## SUPPLIED MATERIAL
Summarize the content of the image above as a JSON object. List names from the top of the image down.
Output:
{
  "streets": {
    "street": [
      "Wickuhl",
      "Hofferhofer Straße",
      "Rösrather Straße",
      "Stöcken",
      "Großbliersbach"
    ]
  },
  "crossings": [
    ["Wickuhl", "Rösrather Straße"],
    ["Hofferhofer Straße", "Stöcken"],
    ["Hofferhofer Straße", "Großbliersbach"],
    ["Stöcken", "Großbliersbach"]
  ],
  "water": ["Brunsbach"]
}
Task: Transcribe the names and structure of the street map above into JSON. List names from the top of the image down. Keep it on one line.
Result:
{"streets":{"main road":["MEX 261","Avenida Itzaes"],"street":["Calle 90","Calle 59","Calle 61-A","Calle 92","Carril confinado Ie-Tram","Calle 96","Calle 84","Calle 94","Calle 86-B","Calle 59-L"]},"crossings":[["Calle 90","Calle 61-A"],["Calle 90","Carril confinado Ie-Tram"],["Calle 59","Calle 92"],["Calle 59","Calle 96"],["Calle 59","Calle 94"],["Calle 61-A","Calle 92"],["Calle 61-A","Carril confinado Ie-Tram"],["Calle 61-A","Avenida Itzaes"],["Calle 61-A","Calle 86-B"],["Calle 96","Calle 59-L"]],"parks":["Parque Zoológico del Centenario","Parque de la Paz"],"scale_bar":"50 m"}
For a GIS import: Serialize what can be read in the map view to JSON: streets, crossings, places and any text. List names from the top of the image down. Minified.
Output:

---

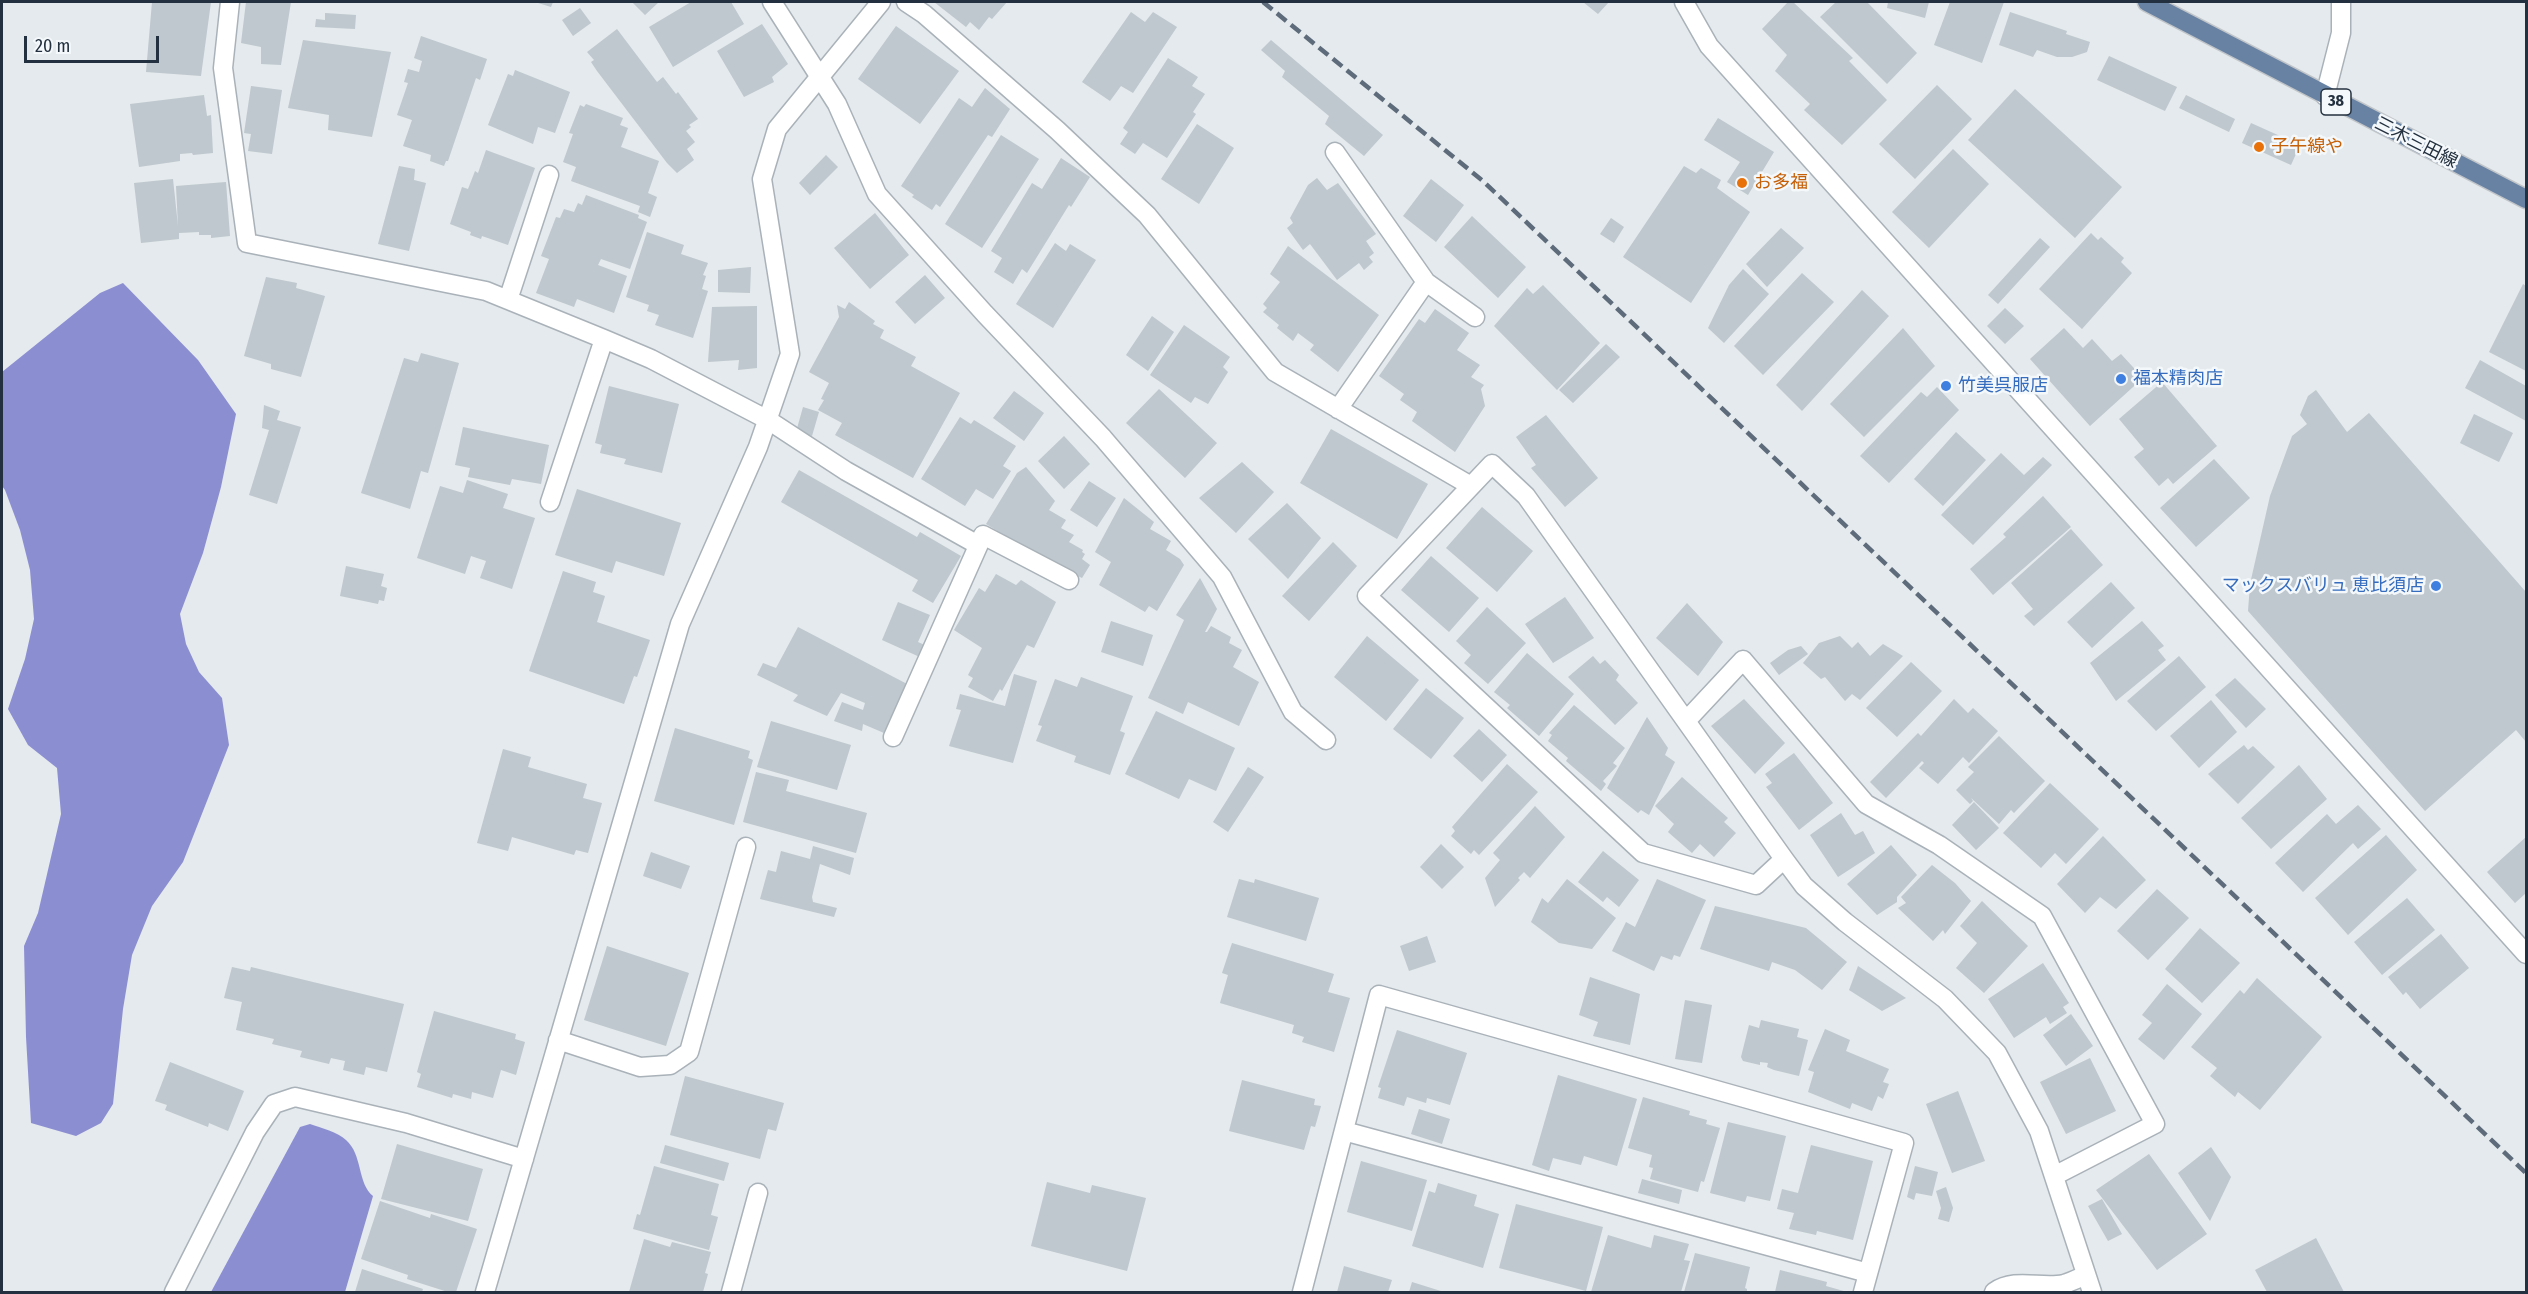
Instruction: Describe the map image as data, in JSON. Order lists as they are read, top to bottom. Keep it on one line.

## PROBLEM TO SOLVE
Total the lines in the records above that contain the string "read". Write only that total.

## RESULT OF THE EXERCISE
2